Demandeur:  Alberta Wheat Pool
                    Tilley (Alberta)
                    Représentée par :
                    M. P.D. Kroli
                    Administrateur - Santé et sécurité


Partie Intéressée: M. Stan Zahn
                           Directeur du terminal
                           Terminal no 1 - Alberta Wheat Pool
                           Tilley (Alberta)


Mis en cause:  M. R. G. (Bob) Grundie
                       Agent de sécurité
                       Travail Canada, Calgary (Alberta)


Devant:   Serge Cadieux
              Agent régional de sécurité

Avec l'assentiment de toutes les parties, une audition a eu lieu par conférence téléphonique, le 4 février 1992.


Contexte

Le 23 octobre 1990, l'agent de sécurité R. Grundie a effectué une inspection au terminal no 1 de l'Alberta Wheat Pool, à Tilley, en Alberta.  L'agent de sécurité avait alors remarqué qu'il n'y avait pas de toilette.  Bien que l'employeur ait proposé, comme solution de rechange, d'installer une toilette portative et de fournir de l'eau "potable", l'agent de sécurité a conclu que l'employeur avait enfreint le Code canadien du travail, Partie II, ainsi que le Règlement connexe parce qu'il n'avait pas fourni de salle de toilette.  Environ un an après l'inspection initiale, l'agent de sécurité a ordonné à l'employeur d'aménager des lieux d'aisances, conformément à l'alinéa 125 g) du Code et des paragraphes 9.12(1) et 9.19(1) de la Partie IX (Mesures d'hygiène) du Règlement du Canada sur l'hygiène et la sécurité au travail.

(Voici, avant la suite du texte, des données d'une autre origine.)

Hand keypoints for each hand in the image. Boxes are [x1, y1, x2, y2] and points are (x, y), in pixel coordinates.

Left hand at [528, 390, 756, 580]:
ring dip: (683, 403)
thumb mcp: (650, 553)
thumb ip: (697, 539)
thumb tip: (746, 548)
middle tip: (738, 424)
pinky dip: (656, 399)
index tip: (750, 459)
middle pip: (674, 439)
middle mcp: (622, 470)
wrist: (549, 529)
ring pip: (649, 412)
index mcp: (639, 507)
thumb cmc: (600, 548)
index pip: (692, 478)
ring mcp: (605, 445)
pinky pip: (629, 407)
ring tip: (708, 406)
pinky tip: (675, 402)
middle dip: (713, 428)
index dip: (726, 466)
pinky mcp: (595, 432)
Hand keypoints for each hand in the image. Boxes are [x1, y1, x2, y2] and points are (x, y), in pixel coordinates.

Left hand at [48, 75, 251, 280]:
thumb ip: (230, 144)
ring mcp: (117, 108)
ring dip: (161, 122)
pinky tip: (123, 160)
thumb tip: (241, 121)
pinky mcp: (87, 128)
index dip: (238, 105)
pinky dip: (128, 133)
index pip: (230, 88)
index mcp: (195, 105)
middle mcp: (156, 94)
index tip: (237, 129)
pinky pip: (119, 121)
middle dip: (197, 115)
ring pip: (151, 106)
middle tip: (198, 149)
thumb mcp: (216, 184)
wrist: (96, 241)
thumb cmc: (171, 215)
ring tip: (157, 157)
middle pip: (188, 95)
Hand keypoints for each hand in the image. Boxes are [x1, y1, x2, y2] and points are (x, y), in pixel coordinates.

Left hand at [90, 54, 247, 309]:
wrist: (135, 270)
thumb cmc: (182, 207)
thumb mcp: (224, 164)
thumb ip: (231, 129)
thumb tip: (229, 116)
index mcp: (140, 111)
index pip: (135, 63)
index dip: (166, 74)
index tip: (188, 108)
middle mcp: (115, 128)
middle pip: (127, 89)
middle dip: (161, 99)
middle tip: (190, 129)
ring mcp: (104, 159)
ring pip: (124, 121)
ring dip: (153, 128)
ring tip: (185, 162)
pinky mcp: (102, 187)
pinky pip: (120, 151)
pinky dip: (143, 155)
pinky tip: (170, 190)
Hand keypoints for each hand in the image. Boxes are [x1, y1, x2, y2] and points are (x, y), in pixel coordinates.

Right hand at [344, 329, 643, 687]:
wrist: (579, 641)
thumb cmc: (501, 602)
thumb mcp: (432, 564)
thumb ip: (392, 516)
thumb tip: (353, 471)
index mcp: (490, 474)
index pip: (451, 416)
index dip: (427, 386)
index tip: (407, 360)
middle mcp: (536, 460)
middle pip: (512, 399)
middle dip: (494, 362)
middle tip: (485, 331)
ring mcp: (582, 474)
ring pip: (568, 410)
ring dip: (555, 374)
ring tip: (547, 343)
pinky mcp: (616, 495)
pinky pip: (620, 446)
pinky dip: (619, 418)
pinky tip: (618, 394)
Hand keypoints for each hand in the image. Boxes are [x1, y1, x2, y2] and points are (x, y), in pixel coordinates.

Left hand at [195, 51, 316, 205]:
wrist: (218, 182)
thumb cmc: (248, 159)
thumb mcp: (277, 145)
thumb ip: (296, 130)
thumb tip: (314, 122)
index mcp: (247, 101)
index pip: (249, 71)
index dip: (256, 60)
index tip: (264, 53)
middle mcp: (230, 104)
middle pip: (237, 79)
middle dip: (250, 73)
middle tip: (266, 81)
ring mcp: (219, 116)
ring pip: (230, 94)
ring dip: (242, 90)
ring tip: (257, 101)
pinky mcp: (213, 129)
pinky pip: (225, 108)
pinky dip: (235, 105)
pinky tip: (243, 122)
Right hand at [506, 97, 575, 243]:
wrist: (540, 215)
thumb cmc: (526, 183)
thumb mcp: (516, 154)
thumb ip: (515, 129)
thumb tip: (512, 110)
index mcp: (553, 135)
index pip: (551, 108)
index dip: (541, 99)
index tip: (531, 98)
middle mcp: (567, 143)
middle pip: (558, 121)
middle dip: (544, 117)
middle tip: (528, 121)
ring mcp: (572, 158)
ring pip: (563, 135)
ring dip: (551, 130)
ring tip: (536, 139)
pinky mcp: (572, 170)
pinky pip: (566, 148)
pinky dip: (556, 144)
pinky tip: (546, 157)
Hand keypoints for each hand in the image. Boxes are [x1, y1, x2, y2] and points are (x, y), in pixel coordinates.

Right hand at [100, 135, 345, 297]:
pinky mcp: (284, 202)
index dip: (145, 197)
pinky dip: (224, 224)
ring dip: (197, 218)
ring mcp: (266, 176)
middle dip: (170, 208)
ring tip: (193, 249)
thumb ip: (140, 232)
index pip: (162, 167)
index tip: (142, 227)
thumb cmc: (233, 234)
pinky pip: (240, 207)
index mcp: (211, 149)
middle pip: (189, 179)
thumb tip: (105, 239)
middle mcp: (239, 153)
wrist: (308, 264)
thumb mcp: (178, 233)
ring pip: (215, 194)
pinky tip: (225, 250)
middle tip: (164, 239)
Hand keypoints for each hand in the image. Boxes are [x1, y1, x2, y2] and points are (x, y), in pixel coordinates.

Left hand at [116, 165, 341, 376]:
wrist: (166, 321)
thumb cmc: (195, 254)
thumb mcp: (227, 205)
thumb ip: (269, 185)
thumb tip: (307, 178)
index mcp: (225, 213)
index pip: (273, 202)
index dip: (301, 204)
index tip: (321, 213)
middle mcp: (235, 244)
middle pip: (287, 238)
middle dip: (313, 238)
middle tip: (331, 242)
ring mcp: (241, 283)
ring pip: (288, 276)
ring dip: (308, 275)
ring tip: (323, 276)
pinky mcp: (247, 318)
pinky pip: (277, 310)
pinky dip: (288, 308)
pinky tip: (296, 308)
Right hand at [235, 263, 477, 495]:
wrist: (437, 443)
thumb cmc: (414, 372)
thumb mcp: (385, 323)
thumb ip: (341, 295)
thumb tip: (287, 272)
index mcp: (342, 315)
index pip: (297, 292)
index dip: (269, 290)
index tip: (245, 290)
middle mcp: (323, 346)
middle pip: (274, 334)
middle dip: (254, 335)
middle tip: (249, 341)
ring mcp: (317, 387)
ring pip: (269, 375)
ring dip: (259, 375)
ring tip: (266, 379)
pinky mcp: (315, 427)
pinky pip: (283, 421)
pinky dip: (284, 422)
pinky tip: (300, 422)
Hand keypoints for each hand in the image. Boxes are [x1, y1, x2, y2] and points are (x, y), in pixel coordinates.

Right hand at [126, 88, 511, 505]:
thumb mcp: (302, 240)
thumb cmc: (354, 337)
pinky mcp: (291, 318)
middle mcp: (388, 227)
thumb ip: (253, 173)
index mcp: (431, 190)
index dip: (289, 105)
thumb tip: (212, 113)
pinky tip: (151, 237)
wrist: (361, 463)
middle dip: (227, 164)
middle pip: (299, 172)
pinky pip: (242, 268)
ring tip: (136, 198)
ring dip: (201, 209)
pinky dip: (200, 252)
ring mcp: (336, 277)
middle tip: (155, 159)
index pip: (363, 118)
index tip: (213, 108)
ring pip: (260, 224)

L'agent de sécurité a indiqué, au cours de l'audition, qu'il sait fort bien que des lieux d'aisances doivent être aménagés pour les employés à condition que la chose soit réalisable "dans la mesure du possible" (paragraphe 9.12(1) du règlement concernant les mesures d'hygiène).  Néanmoins, pour que le Ministère définisse sa position en ce qui concerne cette disposition, l'agent a donné des instructions tout en sachant que des lignes directrices pourraient être établies si les instructions étaient portées en appel.  L'agent de sécurité a également déclaré qu'il se servirait de la décision de l'agent régional de sécurité comme lignes directrices dans le cadre de ses inspections dans les silos à céréales.

Décision

Il faut préciser dès le départ que l'agent régional de sécurité n'est pas là pour établir des lignes directrices ministérielles par ses décision.  L'agent régional de sécurité représente un tribunal administratif qui fonctionne à l'intérieur d'un processus quasi-judiciaire.  Il fait donc office d'organisme indépendant à l'intérieur du Ministère et, par conséquent, n'est pas lié par les lignes directrices et les pratiques du Ministère en matière de sécurité et de santé au travail.  En fait, le Bureau de l'agent régional de sécurité a été créé en tant qu'entité afin de garantir l'indépendance et l'impartialité de ce tribunal.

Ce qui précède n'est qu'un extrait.